**WHAT THIS TASK INVOLVES**
From the records that follow, copy every line that contains the word "дорога".

Stored items:
=== Begin Enclosure ===

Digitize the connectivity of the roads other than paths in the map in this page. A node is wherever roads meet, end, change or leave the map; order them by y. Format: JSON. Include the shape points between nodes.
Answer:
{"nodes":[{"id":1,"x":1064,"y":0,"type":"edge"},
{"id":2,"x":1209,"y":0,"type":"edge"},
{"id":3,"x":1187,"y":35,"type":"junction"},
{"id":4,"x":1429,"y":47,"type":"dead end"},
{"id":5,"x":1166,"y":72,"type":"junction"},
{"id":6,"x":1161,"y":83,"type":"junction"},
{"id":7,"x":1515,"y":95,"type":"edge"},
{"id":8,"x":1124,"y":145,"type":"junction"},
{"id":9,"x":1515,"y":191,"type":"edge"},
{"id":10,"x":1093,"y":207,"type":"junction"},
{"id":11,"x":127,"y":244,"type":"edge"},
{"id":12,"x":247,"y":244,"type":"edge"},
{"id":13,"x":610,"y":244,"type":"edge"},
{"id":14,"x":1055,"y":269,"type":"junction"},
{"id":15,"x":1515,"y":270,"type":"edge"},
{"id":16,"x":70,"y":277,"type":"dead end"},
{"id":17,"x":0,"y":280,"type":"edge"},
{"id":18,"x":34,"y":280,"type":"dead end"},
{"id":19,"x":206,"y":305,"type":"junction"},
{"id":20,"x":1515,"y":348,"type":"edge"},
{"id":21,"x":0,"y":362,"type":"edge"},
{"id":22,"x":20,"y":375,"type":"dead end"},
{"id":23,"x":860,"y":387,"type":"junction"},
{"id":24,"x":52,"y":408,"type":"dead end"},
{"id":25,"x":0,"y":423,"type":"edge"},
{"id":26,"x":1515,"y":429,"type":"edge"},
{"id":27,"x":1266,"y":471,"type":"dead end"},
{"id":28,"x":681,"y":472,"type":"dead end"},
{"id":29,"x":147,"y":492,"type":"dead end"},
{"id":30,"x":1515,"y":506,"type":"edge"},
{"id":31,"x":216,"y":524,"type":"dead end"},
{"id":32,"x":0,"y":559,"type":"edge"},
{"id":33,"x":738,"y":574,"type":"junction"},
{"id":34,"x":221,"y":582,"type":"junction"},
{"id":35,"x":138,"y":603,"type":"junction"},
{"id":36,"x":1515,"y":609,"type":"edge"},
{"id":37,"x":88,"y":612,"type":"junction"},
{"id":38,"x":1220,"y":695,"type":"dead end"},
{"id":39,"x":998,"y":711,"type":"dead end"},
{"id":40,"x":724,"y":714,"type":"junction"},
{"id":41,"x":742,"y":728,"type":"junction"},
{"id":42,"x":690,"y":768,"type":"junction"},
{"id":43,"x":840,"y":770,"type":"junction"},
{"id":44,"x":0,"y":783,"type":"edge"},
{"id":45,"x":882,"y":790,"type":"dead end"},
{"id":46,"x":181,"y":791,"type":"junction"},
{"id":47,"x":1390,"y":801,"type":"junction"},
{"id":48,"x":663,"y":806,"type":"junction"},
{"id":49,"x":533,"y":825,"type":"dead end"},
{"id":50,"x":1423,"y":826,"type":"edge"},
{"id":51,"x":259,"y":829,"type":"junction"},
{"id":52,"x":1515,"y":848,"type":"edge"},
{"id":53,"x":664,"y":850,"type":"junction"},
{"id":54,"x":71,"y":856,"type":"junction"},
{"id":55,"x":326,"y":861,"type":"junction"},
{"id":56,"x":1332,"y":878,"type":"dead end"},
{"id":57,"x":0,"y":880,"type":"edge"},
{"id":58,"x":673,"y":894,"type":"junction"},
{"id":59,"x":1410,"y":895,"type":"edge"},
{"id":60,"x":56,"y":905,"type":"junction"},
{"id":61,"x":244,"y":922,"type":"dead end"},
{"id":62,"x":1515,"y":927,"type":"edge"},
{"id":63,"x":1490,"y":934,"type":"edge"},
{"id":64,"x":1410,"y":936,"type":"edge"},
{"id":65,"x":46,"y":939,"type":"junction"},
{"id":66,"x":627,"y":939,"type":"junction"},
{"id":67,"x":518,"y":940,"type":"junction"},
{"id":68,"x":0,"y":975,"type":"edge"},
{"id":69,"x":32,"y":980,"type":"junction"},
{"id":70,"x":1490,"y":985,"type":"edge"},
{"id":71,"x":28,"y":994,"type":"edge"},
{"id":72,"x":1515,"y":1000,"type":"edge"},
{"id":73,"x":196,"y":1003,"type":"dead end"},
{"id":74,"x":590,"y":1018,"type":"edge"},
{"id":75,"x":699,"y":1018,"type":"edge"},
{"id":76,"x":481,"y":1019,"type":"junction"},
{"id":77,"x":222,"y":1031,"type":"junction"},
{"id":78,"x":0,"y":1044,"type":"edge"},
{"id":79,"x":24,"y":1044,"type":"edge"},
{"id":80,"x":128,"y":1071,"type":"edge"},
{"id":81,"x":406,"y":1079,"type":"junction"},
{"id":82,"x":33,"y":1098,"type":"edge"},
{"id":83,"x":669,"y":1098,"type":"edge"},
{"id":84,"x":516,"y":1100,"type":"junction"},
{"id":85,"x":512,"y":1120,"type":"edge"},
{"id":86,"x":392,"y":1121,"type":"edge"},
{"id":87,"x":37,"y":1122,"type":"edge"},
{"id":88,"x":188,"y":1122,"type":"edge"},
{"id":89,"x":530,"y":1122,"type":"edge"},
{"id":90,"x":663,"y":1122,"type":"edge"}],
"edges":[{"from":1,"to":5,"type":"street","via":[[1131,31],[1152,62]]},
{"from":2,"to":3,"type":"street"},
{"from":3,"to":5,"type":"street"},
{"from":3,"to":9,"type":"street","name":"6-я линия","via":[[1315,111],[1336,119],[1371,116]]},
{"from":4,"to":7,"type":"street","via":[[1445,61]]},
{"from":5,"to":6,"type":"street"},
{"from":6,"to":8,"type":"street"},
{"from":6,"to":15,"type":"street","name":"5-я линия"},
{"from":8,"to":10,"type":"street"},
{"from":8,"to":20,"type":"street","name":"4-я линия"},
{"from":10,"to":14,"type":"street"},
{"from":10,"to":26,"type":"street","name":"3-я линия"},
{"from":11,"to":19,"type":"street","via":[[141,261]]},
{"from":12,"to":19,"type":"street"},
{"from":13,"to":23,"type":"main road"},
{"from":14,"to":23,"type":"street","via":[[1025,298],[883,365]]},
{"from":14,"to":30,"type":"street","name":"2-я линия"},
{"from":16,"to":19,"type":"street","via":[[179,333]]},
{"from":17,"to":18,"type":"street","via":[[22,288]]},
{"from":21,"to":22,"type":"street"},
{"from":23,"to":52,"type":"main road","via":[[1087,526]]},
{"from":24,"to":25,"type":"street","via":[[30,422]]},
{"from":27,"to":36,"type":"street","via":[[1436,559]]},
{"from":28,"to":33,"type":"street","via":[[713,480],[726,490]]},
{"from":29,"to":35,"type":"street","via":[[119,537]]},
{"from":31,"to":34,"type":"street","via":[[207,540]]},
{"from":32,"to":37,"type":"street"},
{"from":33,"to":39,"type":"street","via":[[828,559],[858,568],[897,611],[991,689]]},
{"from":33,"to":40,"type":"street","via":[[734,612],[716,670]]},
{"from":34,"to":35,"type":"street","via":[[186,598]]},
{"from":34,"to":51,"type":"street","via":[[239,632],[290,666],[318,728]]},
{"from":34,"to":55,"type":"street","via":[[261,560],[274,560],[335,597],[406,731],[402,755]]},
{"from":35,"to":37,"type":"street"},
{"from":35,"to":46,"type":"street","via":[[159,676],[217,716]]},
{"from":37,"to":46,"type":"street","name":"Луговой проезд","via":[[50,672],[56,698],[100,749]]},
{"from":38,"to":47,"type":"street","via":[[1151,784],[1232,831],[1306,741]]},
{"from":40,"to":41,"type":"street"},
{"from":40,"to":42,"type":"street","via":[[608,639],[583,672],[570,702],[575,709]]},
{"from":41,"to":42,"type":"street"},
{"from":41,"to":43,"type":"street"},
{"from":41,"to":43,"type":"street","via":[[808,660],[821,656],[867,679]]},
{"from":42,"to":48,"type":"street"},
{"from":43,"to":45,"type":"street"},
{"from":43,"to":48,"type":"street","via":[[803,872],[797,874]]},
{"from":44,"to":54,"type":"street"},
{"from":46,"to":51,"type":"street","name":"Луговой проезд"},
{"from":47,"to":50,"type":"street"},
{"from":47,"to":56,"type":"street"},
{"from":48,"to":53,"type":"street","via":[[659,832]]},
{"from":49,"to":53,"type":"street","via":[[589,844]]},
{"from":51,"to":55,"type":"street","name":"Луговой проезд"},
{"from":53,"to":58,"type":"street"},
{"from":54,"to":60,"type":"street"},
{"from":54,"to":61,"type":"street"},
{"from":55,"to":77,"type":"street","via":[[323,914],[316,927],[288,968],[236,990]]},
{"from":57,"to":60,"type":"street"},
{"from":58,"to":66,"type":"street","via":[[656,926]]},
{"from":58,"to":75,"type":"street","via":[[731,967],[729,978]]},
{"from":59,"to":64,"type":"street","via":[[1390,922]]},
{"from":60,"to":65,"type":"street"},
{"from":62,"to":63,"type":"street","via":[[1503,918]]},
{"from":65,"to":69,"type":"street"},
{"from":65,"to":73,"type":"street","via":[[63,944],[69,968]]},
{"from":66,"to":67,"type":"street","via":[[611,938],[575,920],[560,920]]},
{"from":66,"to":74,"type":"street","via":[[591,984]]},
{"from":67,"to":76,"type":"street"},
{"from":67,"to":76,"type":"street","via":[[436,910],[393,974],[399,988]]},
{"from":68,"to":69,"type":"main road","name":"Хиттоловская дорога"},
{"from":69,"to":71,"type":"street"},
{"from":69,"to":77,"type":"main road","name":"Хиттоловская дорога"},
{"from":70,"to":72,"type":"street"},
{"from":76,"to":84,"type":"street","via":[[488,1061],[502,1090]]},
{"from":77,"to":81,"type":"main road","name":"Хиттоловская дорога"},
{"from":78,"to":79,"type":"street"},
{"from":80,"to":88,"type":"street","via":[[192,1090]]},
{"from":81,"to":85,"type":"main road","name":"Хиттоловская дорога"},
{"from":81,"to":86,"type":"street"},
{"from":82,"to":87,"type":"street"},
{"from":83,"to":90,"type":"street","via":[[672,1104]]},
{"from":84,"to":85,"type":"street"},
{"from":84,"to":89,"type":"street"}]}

=== End Enclosure ===

**WRITTEN RESPONSE**
{"from":68,"to":69,"type":"main road","name":"Хиттоловская дорога"},
{"from":69,"to":77,"type":"main road","name":"Хиттоловская дорога"},
{"from":77,"to":81,"type":"main road","name":"Хиттоловская дорога"},
{"from":81,"to":85,"type":"main road","name":"Хиттоловская дорога"},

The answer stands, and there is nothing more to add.